RECORDED INFORMATION below:
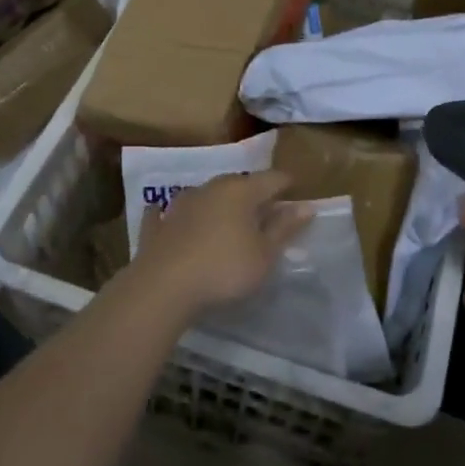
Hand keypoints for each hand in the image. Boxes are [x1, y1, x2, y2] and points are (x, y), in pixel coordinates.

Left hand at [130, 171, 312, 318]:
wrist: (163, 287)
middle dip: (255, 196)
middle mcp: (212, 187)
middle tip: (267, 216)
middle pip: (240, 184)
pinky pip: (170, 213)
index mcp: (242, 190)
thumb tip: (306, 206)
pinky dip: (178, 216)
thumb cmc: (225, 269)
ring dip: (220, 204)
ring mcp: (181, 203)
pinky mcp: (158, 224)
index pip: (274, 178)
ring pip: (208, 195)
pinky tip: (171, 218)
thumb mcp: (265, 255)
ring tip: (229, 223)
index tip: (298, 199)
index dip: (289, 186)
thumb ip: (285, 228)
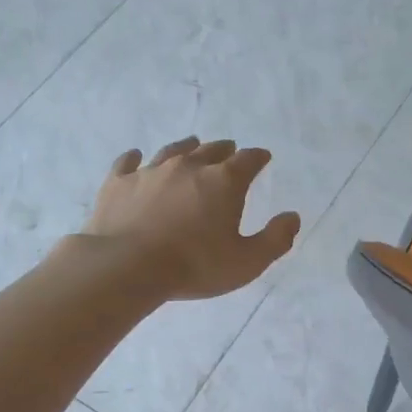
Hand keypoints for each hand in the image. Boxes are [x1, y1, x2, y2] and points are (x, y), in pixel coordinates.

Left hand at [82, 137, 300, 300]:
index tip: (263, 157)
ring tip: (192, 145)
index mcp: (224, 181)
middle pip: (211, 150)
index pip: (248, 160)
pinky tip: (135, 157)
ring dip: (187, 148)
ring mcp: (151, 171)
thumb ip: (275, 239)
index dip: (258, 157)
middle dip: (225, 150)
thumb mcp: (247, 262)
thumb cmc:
End of RECORDED INFORMATION.
RECORDED INFORMATION below:
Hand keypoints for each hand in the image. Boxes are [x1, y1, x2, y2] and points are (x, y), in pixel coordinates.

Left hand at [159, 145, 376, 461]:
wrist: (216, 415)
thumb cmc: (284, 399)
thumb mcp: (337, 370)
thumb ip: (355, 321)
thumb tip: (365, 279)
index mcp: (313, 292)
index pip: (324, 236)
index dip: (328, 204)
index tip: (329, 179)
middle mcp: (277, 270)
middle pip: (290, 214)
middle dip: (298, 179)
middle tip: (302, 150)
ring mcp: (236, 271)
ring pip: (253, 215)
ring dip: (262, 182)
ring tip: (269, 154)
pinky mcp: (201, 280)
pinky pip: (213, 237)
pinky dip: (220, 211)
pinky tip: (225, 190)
End of RECORDED INFORMATION.
WHAT YOU SHOULD DO
Using the data above, transcribe the lines that run from the line with "middle pip: (290, 214)" to the line with "pinky tip: (225, 190)", both ends kept, and output nothing else.

REPLY
middle pip: (290, 214)
middle dip: (298, 179)
middle tip: (302, 150)
ring mcp: (236, 271)
ring pip: (253, 215)
ring dip: (262, 182)
ring tip: (269, 154)
pinky mcp: (201, 280)
pinky pip: (213, 237)
pinky dip: (220, 211)
pinky tip: (225, 190)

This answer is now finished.